Fishermen usually discard lionfish when caught to avoid being stung, but Acting Chief Fisheries Officer Ian Horsford said there is a growing market for this type of fish.
“There are a number of restaurants that actually [serve] lionfish – Ojays in the past. I think they have La Bussola up east; they also sell lionfish. There are a number of other restaurants that are also putting it on their menu. So there is a value to it and it’s a resource that we can actually exploit that also has a positive impact on the environment,” Horsford said.
Horsford made this statement in a discussion that took place in the Fisheries Complex at the Point Wharf where a team of specialists from the United States embarked on the mission to address the aggressive lionfish here in Antigua and Barbuda with the help of stakeholders in the fishing industry.

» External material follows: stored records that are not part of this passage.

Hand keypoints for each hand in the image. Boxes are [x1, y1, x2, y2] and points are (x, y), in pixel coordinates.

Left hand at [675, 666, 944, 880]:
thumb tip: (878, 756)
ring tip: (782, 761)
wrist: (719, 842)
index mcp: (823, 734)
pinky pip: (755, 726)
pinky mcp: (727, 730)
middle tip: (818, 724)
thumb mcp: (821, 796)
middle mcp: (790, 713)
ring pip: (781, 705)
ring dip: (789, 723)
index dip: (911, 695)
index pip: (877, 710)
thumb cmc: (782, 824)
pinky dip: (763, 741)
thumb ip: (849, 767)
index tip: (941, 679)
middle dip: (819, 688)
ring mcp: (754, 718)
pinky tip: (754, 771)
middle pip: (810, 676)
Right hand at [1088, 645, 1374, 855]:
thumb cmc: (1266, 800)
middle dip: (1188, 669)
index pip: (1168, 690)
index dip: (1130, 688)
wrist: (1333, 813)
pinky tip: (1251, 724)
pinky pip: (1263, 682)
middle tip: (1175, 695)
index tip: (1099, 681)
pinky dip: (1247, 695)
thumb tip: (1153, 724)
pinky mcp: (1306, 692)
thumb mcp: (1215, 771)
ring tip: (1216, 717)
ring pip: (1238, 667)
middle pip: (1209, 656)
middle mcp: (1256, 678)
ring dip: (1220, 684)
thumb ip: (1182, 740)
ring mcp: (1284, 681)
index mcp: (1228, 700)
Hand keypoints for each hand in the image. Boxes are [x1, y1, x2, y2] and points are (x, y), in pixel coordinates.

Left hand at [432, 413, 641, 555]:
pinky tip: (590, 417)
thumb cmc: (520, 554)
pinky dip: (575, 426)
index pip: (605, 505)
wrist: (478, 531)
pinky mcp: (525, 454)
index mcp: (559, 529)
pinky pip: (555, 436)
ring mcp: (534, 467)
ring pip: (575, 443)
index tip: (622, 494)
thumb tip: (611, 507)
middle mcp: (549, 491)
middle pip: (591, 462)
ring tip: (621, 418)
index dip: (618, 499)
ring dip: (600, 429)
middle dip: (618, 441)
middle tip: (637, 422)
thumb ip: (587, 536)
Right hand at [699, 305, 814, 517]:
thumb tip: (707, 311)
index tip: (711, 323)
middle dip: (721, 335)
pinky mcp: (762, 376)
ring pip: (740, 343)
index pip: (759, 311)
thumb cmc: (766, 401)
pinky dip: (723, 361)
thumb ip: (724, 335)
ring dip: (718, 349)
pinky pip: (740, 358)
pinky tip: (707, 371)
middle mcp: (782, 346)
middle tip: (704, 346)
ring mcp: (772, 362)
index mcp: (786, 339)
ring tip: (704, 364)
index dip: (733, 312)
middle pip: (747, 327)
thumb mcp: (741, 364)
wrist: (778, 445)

The team of experts include Stacy Frank, the overall project coordinator; Martha Watkins-Gilkes, Antigua Project Coordinator; Dr. Steve Gittings, Chief Scientist for the National Oceanic and Atmospheric Administration (NOAA) office of National Marine Sanctuaries; Mehgan Heaney-Grier, Project Educator and Spokesperson; Alexander Fogg, Marine Resource Coordinator for Okaloosa County, Florida; and Jim Hart, Project Documentarian.
The group’s project aims at helping Antigua and Barbuda protect coral reef ecosystems and create economic opportunities by developing a comprehensive approach to minimize the effects of invasive lionfish.
It was stated that the lionfish is considered “invasive” because research shows they eat over 100 fish and invertebrate species, including juveniles of commercially important species. As such, the general consensus between stakeholders and specialists is that strategies need to be put in place to tackle the problem.
One stakeholder remarked that he has spoken to fishermen divers before and “one of the issues with lionfish is if they go down, there is no guarantee of them finding enough to make it the target of their hunt and the offshoot of the possibility of envenomation affecting them.”
The team made the stakeholders aware of tools such as gloves which prevent persons from being stung by the spine of the fish. President of Lionfish University, Stacy Frank, said the fast-growing fish is safe to eat despite having a poisonous spine, and is a very tasty catch.
Frank also stated that the fish can be used for making jewelry and displayed some jewelry made from lionfish.
Furthermore, the most common solution to mitigating the prevalence of the lionfish that was mentioned in the meeting involved incentivizing the catching of lionfish.
Chief Scientist from NOAA’s office of National Marine Sanctuaries, Dr. Steve Gittings said that “in little Cayman they are [bounties for] iguanas and now they are dropping like flies” and added that creating fishing derbies that only give you credit for lionfish may tip the scale towards lionfish and away from other species.
Gittings also showed the stakeholders a small replica of a fishing net that he has been designing for the sole purpose of catching lionfish and said that the design can be made available.
The group of lionfish experts hopes to meet with community members, government officials, fishing, wholesale and retail operators, dive operators, non-profit organizations, and perhaps educators to continue the process and will also evaluate the potential for the new trap technologies to be used by the fishing community to begin to remove lionfish from deep-water habitats around the island.
For each cross-section, they will discuss ways to implement the various elements of the program. This is likely to include exploring ways to overcome regulatory hurdles to facilitate lionfish removal, finding interested participants in the fishing, diving, and conservation communities, and identifying outlets for lionfish in the seafood market.
The findings of the team during this visit would guide the development of a response plan for lionfish control in Antigua.
If successful, the sister island would be the first place in the Caribbean to actively reduce deep-water lionfish populations.